=== Supplied material ===

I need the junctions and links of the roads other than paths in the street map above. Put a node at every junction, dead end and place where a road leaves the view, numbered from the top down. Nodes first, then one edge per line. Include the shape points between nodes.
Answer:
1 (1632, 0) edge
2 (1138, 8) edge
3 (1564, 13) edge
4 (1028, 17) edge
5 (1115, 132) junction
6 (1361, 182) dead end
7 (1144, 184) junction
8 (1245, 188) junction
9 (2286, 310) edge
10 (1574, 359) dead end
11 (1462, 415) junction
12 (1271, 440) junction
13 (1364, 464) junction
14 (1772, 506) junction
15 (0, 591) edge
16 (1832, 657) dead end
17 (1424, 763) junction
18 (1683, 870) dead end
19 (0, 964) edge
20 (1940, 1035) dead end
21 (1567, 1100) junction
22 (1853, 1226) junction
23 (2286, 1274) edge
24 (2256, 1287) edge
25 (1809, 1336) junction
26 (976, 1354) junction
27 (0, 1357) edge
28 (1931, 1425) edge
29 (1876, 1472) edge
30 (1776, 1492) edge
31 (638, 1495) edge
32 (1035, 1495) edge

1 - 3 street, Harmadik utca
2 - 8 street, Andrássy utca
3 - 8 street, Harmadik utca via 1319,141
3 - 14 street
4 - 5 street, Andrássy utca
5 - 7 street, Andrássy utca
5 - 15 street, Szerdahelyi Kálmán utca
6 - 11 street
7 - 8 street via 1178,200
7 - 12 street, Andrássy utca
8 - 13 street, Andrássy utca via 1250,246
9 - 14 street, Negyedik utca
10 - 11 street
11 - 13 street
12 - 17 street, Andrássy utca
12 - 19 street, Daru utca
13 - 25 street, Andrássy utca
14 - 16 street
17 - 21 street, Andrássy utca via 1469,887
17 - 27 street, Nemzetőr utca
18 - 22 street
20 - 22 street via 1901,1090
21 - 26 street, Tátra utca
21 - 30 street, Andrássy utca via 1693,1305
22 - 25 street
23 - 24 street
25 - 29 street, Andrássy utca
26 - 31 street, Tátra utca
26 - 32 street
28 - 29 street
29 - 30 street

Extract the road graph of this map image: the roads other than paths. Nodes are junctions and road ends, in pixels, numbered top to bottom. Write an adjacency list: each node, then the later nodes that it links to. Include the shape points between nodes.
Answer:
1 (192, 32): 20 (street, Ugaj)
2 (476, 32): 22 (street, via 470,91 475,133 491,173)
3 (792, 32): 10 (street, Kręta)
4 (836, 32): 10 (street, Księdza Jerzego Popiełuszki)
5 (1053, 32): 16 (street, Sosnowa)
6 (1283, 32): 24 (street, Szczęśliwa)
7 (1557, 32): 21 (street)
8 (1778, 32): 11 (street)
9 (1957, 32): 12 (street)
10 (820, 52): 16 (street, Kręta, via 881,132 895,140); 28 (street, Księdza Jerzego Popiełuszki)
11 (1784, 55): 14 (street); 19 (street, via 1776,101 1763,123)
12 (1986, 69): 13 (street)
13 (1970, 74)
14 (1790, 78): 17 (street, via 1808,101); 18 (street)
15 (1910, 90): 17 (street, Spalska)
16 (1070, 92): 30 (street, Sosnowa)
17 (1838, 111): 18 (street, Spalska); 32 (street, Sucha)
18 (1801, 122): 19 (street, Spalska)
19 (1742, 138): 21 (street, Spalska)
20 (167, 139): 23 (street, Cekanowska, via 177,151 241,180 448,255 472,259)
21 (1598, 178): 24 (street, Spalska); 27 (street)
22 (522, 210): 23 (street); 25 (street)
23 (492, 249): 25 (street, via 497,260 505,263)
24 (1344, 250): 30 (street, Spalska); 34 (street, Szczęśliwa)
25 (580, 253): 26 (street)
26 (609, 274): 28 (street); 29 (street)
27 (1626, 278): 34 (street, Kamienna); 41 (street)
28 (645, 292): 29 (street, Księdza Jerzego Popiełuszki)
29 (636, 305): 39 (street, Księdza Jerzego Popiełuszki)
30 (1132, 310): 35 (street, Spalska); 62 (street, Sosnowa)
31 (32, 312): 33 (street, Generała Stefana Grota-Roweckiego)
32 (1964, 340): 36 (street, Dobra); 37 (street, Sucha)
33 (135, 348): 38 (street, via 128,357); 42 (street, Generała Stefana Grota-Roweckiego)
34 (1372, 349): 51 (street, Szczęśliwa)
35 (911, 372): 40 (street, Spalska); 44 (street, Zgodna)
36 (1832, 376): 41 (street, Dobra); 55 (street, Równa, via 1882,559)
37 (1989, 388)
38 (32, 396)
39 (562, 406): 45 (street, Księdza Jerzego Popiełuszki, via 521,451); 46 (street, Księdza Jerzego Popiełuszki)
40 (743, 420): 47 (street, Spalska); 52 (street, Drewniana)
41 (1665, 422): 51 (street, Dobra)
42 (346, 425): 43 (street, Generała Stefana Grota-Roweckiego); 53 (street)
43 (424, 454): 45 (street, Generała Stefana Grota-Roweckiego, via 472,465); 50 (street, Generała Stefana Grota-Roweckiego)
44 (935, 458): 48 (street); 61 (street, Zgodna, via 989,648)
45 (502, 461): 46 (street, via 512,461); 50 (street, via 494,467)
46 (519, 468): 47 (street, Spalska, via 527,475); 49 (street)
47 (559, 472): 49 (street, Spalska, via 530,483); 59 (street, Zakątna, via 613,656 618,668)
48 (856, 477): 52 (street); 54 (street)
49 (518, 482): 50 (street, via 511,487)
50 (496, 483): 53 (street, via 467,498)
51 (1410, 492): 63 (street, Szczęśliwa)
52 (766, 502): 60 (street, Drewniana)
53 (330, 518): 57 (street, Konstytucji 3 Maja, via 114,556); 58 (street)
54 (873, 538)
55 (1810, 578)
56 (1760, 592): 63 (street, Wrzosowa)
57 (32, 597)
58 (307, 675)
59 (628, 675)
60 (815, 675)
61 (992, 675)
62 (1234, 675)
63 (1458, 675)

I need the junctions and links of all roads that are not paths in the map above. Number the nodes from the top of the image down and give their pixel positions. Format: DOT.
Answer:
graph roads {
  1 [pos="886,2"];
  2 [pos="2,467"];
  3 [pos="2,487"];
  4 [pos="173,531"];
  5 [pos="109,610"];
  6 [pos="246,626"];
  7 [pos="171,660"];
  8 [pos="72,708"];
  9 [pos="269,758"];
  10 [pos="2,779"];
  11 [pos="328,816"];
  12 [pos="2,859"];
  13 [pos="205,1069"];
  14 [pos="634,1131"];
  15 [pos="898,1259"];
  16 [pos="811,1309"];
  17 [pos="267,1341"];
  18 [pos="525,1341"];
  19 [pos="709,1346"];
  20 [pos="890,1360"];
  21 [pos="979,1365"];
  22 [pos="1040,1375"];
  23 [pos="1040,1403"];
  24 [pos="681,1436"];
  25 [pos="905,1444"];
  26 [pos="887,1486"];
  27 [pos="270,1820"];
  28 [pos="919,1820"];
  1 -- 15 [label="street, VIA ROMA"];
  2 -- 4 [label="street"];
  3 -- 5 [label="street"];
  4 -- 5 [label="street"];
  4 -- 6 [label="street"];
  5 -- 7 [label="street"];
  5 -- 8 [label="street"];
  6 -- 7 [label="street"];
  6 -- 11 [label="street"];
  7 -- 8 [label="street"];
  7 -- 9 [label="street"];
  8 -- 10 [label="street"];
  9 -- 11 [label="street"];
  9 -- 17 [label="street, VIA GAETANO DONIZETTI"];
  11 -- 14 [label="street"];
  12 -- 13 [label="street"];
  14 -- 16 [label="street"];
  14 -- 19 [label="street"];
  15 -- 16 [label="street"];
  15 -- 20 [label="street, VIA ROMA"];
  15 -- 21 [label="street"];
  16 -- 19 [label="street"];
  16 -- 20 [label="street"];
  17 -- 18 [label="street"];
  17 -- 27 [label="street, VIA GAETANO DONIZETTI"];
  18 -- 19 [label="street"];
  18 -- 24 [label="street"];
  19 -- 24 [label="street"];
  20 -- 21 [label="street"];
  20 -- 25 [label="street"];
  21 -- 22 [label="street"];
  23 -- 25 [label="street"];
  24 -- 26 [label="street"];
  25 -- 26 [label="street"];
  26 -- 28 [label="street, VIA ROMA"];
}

===

What you should do :: Quote exactly the lines running from the start of the listing above through the line where "Extract the road" is found, and output no other lines.

Reply to the task ::
I need the junctions and links of the roads other than paths in the street map above. Put a node at every junction, dead end and place where a road leaves the view, numbered from the top down. Nodes first, then one edge per line. Include the shape points between nodes.
Answer:
1 (1632, 0) edge
2 (1138, 8) edge
3 (1564, 13) edge
4 (1028, 17) edge
5 (1115, 132) junction
6 (1361, 182) dead end
7 (1144, 184) junction
8 (1245, 188) junction
9 (2286, 310) edge
10 (1574, 359) dead end
11 (1462, 415) junction
12 (1271, 440) junction
13 (1364, 464) junction
14 (1772, 506) junction
15 (0, 591) edge
16 (1832, 657) dead end
17 (1424, 763) junction
18 (1683, 870) dead end
19 (0, 964) edge
20 (1940, 1035) dead end
21 (1567, 1100) junction
22 (1853, 1226) junction
23 (2286, 1274) edge
24 (2256, 1287) edge
25 (1809, 1336) junction
26 (976, 1354) junction
27 (0, 1357) edge
28 (1931, 1425) edge
29 (1876, 1472) edge
30 (1776, 1492) edge
31 (638, 1495) edge
32 (1035, 1495) edge

1 - 3 street, Harmadik utca
2 - 8 street, Andrássy utca
3 - 8 street, Harmadik utca via 1319,141
3 - 14 street
4 - 5 street, Andrássy utca
5 - 7 street, Andrássy utca
5 - 15 street, Szerdahelyi Kálmán utca
6 - 11 street
7 - 8 street via 1178,200
7 - 12 street, Andrássy utca
8 - 13 street, Andrássy utca via 1250,246
9 - 14 street, Negyedik utca
10 - 11 street
11 - 13 street
12 - 17 street, Andrássy utca
12 - 19 street, Daru utca
13 - 25 street, Andrássy utca
14 - 16 street
17 - 21 street, Andrássy utca via 1469,887
17 - 27 street, Nemzetőr utca
18 - 22 street
20 - 22 street via 1901,1090
21 - 26 street, Tátra utca
21 - 30 street, Andrássy utca via 1693,1305
22 - 25 street
23 - 24 street
25 - 29 street, Andrássy utca
26 - 31 street, Tátra utca
26 - 32 street
28 - 29 street
29 - 30 street

Extract the road graph of this map image: the roads other than paths. Nodes are junctions and road ends, in pixels, numbered top to bottom. Write an adjacency list: each node, then the later nodes that it links to. Include the shape points between nodes.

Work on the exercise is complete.